§ WORK TASK
Here the job is to restate every entry word for word.

§ EXERCISE MATERIALS
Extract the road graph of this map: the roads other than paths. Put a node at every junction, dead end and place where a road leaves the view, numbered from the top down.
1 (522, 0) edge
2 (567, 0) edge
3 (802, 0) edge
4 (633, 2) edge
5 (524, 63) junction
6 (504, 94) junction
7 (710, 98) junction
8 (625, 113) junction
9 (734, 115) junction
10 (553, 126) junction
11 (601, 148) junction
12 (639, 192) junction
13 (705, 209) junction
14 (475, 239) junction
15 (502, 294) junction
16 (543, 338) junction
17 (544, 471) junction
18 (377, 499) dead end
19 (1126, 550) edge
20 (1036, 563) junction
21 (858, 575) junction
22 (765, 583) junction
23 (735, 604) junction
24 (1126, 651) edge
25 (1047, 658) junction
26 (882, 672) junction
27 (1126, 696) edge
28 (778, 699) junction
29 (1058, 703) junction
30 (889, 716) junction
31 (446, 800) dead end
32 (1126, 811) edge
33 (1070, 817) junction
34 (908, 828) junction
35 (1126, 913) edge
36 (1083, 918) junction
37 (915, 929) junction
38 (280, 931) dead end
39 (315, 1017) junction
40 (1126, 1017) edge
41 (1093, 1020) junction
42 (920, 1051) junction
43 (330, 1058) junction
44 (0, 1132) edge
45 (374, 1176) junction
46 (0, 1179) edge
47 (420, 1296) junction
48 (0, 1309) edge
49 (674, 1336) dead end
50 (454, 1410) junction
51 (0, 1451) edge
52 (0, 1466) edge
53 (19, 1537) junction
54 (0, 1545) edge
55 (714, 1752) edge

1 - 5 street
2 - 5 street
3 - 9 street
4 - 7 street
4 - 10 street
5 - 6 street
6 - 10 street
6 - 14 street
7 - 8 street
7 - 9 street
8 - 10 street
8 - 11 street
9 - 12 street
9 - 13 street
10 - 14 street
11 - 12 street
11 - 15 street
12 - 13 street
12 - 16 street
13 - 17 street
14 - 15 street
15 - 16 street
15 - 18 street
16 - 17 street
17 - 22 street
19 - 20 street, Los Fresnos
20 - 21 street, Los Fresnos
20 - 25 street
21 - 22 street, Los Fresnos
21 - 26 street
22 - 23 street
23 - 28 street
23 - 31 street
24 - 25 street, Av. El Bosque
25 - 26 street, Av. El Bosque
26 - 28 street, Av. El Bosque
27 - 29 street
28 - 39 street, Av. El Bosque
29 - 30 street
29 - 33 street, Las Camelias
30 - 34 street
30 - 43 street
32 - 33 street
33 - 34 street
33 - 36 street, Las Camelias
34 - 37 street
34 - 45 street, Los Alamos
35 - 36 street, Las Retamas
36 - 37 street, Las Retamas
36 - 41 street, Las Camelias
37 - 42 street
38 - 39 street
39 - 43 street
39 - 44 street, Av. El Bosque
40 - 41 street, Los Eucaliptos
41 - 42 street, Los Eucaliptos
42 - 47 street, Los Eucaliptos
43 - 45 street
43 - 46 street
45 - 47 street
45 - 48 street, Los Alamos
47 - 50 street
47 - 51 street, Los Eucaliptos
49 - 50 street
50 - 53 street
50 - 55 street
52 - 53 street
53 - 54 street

§ SOLUTION TO THE PROBLEM
Extract the road graph of this map: the roads other than paths. Put a node at every junction, dead end and place where a road leaves the view, numbered from the top down.
1 (522, 0) edge
2 (567, 0) edge
3 (802, 0) edge
4 (633, 2) edge
5 (524, 63) junction
6 (504, 94) junction
7 (710, 98) junction
8 (625, 113) junction
9 (734, 115) junction
10 (553, 126) junction
11 (601, 148) junction
12 (639, 192) junction
13 (705, 209) junction
14 (475, 239) junction
15 (502, 294) junction
16 (543, 338) junction
17 (544, 471) junction
18 (377, 499) dead end
19 (1126, 550) edge
20 (1036, 563) junction
21 (858, 575) junction
22 (765, 583) junction
23 (735, 604) junction
24 (1126, 651) edge
25 (1047, 658) junction
26 (882, 672) junction
27 (1126, 696) edge
28 (778, 699) junction
29 (1058, 703) junction
30 (889, 716) junction
31 (446, 800) dead end
32 (1126, 811) edge
33 (1070, 817) junction
34 (908, 828) junction
35 (1126, 913) edge
36 (1083, 918) junction
37 (915, 929) junction
38 (280, 931) dead end
39 (315, 1017) junction
40 (1126, 1017) edge
41 (1093, 1020) junction
42 (920, 1051) junction
43 (330, 1058) junction
44 (0, 1132) edge
45 (374, 1176) junction
46 (0, 1179) edge
47 (420, 1296) junction
48 (0, 1309) edge
49 (674, 1336) dead end
50 (454, 1410) junction
51 (0, 1451) edge
52 (0, 1466) edge
53 (19, 1537) junction
54 (0, 1545) edge
55 (714, 1752) edge

1 - 5 street
2 - 5 street
3 - 9 street
4 - 7 street
4 - 10 street
5 - 6 street
6 - 10 street
6 - 14 street
7 - 8 street
7 - 9 street
8 - 10 street
8 - 11 street
9 - 12 street
9 - 13 street
10 - 14 street
11 - 12 street
11 - 15 street
12 - 13 street
12 - 16 street
13 - 17 street
14 - 15 street
15 - 16 street
15 - 18 street
16 - 17 street
17 - 22 street
19 - 20 street, Los Fresnos
20 - 21 street, Los Fresnos
20 - 25 street
21 - 22 street, Los Fresnos
21 - 26 street
22 - 23 street
23 - 28 street
23 - 31 street
24 - 25 street, Av. El Bosque
25 - 26 street, Av. El Bosque
26 - 28 street, Av. El Bosque
27 - 29 street
28 - 39 street, Av. El Bosque
29 - 30 street
29 - 33 street, Las Camelias
30 - 34 street
30 - 43 street
32 - 33 street
33 - 34 street
33 - 36 street, Las Camelias
34 - 37 street
34 - 45 street, Los Alamos
35 - 36 street, Las Retamas
36 - 37 street, Las Retamas
36 - 41 street, Las Camelias
37 - 42 street
38 - 39 street
39 - 43 street
39 - 44 street, Av. El Bosque
40 - 41 street, Los Eucaliptos
41 - 42 street, Los Eucaliptos
42 - 47 street, Los Eucaliptos
43 - 45 street
43 - 46 street
45 - 47 street
45 - 48 street, Los Alamos
47 - 50 street
47 - 51 street, Los Eucaliptos
49 - 50 street
50 - 53 street
50 - 55 street
52 - 53 street
53 - 54 street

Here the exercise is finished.